Furthermore, just today, Trump signed a bill repealing the IRS broker rule for DeFi platforms, removing obstacles for DeFi development. This rule, introduced in 2024, classified DeFi platforms as brokers, requiring them to submit tax forms for users, sparking widespread industry dissatisfaction. Trump, upon signing the bill, stated that the rule "inhibited American innovation" and "invaded the privacy of ordinary Americans." This is the first cryptocurrency-related legislation signed by the Trump administration, once again demonstrating that from nominating a market-friendly SEC chairman to repealing restrictive rules, the Trump administration is actively working to create a relaxed environment for the digital asset industry, aiming to establish the U.S. as a global digital financial center.
Related Reading: "Senate Repeals 'DeFi Broker Rule,' Ushering in US Regulatory Lightning War on DeFi?"
Under the leadership of Trump, the federal government seems to be forming a more relaxed atmosphere for crypto policy, and the SEC also appears to be transitioning from a 'regulatory iron fist' to a 'crypto daddy.' With multiple crypto ETF approvals, dismissals of years-long lawsuits, the return of multiple market makers, and the abolition of the DeFi broker rule, the Trump administration is attempting to stimulate industry growth by reducing regulatory barriers. However, this policy shift has also raised some concerns. Senator Elizabeth Warren criticized Atkins' ties to Wall Street and FTX as advisors, believing that their background may compromise regulatory impartiality. Critics also argue that overly lax regulation could lead to market chaos and increase investor risk.

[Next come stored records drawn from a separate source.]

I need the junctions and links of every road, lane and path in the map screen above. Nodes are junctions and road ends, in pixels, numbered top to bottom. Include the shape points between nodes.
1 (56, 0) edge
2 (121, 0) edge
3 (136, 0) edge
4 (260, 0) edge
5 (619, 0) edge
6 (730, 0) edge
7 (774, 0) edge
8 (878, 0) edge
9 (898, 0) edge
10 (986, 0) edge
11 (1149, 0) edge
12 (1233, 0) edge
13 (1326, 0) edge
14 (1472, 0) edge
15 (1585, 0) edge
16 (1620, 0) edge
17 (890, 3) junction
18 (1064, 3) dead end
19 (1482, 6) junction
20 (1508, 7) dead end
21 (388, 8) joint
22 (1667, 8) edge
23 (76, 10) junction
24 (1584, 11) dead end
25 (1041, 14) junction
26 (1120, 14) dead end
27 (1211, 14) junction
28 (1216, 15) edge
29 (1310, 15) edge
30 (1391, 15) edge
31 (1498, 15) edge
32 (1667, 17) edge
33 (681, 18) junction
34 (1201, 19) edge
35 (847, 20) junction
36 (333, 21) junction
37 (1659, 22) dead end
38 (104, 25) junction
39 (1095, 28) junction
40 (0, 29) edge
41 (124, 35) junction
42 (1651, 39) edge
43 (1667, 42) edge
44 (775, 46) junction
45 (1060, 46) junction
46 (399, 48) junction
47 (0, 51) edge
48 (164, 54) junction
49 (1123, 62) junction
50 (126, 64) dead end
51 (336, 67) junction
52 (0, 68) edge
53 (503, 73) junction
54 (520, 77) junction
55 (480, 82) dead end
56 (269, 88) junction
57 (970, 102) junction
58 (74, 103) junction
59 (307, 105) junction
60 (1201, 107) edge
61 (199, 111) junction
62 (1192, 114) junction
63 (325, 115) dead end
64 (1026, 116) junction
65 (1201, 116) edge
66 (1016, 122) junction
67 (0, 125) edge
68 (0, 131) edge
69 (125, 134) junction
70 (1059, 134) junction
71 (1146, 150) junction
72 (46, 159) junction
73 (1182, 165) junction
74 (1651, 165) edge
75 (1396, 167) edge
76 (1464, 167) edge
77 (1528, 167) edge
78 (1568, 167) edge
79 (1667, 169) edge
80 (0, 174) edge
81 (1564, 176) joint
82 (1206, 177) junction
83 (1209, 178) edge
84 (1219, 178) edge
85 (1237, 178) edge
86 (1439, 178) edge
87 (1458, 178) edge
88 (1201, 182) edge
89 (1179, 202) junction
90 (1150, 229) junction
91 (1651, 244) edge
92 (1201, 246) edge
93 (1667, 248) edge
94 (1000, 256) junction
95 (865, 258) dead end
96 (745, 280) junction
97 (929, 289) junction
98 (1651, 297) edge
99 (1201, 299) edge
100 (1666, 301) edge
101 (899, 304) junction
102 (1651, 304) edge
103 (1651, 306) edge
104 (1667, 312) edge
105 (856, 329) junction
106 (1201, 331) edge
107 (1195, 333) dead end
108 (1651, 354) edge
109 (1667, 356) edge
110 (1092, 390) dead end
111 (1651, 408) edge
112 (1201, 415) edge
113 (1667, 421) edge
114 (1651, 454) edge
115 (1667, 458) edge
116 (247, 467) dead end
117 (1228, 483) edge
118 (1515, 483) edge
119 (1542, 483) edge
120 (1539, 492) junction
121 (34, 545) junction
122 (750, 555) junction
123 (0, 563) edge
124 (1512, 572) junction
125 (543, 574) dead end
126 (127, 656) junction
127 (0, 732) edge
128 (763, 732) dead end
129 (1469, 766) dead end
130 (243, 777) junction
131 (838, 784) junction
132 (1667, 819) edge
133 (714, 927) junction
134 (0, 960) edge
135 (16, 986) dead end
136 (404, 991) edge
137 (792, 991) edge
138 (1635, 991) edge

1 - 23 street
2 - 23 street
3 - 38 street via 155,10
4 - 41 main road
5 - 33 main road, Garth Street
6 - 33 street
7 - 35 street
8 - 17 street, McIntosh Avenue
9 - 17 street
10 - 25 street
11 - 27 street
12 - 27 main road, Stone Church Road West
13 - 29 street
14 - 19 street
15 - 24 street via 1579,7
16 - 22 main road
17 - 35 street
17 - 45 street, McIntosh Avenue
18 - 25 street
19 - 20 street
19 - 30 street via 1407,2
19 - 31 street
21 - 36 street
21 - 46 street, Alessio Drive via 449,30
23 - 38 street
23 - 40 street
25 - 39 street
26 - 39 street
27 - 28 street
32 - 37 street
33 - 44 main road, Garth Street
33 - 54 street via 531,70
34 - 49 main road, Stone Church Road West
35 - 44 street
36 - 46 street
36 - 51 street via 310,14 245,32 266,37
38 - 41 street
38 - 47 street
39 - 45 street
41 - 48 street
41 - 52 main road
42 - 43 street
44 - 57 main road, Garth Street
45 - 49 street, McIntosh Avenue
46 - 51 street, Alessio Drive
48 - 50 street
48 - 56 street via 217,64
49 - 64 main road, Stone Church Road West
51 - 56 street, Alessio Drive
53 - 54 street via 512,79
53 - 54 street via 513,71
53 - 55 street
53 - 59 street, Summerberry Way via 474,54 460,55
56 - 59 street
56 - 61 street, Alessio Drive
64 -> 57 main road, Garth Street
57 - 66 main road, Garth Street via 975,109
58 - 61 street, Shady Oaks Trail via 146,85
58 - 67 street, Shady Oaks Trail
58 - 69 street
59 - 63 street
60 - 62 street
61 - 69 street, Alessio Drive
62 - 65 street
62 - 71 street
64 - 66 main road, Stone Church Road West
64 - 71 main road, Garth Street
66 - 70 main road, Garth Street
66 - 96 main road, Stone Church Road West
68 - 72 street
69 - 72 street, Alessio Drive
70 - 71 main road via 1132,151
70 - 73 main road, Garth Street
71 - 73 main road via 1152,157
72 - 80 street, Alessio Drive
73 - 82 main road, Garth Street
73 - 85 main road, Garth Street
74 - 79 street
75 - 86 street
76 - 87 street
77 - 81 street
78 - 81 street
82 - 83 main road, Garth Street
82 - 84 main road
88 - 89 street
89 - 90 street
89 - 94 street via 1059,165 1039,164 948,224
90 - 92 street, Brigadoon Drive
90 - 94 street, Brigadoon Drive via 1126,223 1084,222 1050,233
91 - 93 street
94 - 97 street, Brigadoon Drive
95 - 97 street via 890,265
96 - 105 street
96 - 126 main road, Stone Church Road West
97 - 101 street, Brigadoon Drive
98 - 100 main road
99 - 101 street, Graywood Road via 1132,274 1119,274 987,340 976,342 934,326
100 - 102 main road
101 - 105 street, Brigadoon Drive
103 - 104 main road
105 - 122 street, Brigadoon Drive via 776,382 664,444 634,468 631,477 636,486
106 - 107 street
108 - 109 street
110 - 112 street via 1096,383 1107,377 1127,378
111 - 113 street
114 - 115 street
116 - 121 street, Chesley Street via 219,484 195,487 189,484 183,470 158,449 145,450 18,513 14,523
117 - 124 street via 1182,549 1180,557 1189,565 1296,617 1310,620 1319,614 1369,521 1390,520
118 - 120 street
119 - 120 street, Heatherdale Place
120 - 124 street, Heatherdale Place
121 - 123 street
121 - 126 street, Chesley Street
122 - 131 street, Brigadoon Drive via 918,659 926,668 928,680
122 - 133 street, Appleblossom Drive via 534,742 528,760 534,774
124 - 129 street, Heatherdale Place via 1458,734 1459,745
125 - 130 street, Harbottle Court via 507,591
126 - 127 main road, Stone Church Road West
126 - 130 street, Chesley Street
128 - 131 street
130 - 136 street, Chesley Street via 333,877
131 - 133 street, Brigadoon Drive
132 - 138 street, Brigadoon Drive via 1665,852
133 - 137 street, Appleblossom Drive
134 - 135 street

We must both strictly regulate market order and nurture industry innovation and growth. In the future, whether this 'crypto daddy' can find a balance between innovation and protection to achieve the global status of the US digital asset market remains to be seen. It is foreseeable that with the support of the Trump administration, the SEC's crypto policy will continue to be a focus of global attention, and the future of the US digital asset market may be starting a new chapter from here.